These past few weeks, I have been preparing the guestroom/spare
bedroom as a home office space, the quintessential "room of one's own"
for this, my final year -- I hope! -- of the PhD marathon. (Note: I did
not say final year of education. That will never end.)
In
the process, I have been going through boxes from my teaching days and
purging things I could not bear to part with when I left the classroom
in 2005.
This time around, some stuff was easier to let
go of, such as the crate of office supplies that no longer fit my
paperless lifestyle. I hope the ladies
at the church rummage sale find a good home for all those notebooks,
dividers, and packages of loose-leaf paper.
But other
items proved more difficult to dispose of, perhaps because they
represent my past life as a classroom teacher in ways that a generic,
3-ring binder never could.
For
instance, I located a box of multiple choice "flip-cards" and a set of
laminated pinch cards that contain some of the more challenging
homophones from our local 9th grade English end-of-course test.
Students
used the flip-cards or pinch cards to indicate their answers to sample
test questions that I read aloud during whole group instruction.

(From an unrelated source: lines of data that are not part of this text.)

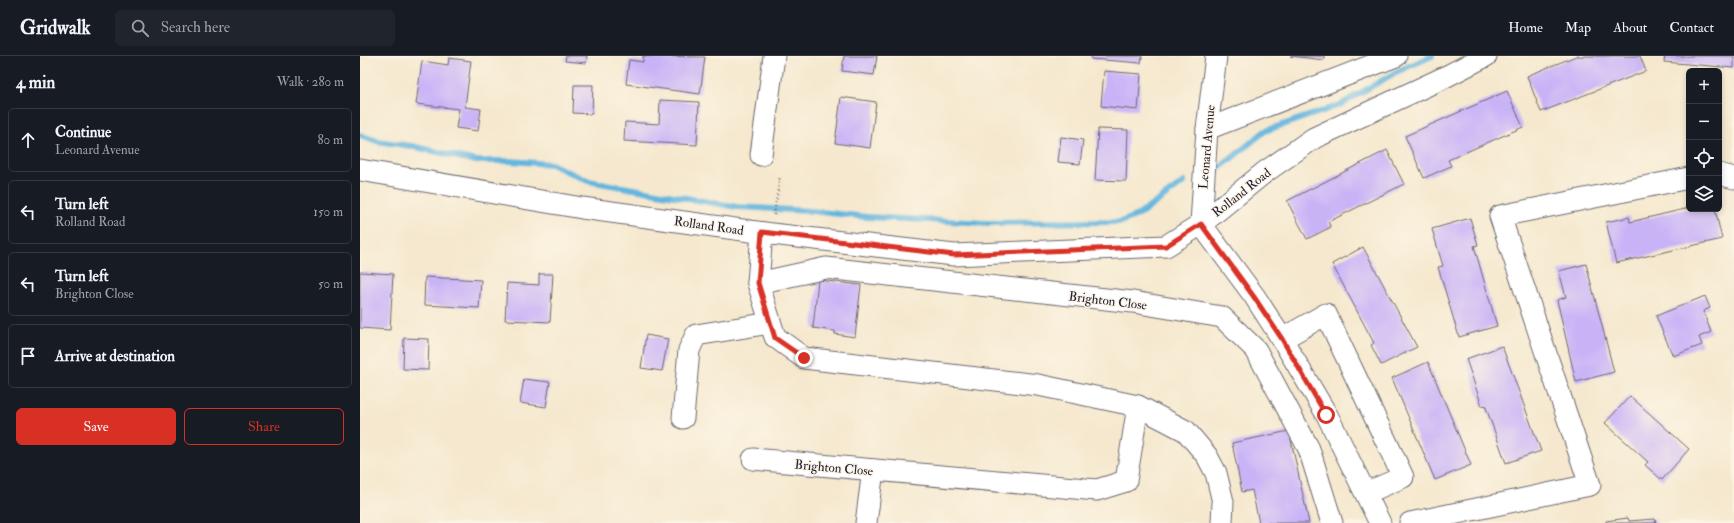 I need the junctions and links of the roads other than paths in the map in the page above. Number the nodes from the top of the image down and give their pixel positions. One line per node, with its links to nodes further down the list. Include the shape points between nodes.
1 (774, 56): 6 (street)
2 (1216, 56): 5 (street, Leonard Avenue)
3 (1396, 56): 5 (street)
4 (1486, 56): 11 (street, Rolland Road, via 1314,138 1266,172)
5 (1207, 129): 11 (street, Leonard Avenue)
6 (761, 155)
7 (360, 170): 12 (street, Rolland Road, via 582,208)
8 (1722, 175): 9 (street)
9 (1734, 178)
10 (1686, 179): 25 (street, via 1500,216 1590,485)
11 (1201, 224): 12 (street, Rolland Road, via 1166,246 954,255); 15 (street)
12 (767, 228): 13 (street)
13 (758, 283): 14 (street); 23 (street, Brighton Close, via 826,268 1133,302 1222,317 1256,350 1309,449)
14 (770, 323): 16 (street, via 775,338 804,358 1038,385); 17 (street, via 696,335 689,350)
15 (1282, 339): 20 (street, via 1326,415); 20 (street, via 1326,314 1404,476)
16 (1138, 406): 19 (street, Brighton Close, via 1126,481 1097,490); 22 (street, via 1186,431 1207,456 1216,473 1223,502)
17 (683, 418)
18 (753, 459): 19 (street, Brighton Close)
19 (873, 470): 21 (street)
20 (1366, 493): 24 (street)
21 (866, 523)
22 (1222, 523)
23 (1332, 523)
24 (1380, 523)
25 (1410, 523)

A sort
of kinesthetic twist on (yes) the very worst form of call-and-respond,
teacher-centered instruction.
These "relics" are less
than ten years old, but in these days of automated digital response
systems, I was struck by the elegant ingenuity that inspired these
homemade tools for active learning and student engagement (inspiration I
completely stole, mind you, from another teacher somewhere along the
way).
Although these low-tech precursors to modern-day
clicker technology were used to prep students for the oppressive
onslaught of AYP testing, they also remind me of how teachers improvise
and innovate to make time in the classroom (a little?) fun. And when you
think about it, the flip-cards and pinch cards and clickers and
text-message polls do what the mass-administered, standardized tests
will never be able to do: they support real-time, classroom-level
assessment with instantaneous feedback to the learner.
So,
I am keeping these handmade artifacts, if for no other reason
than to remind me of those fast and furious days of NCLB test-prep. And,
besides, no one would buy them at the church rummage sale.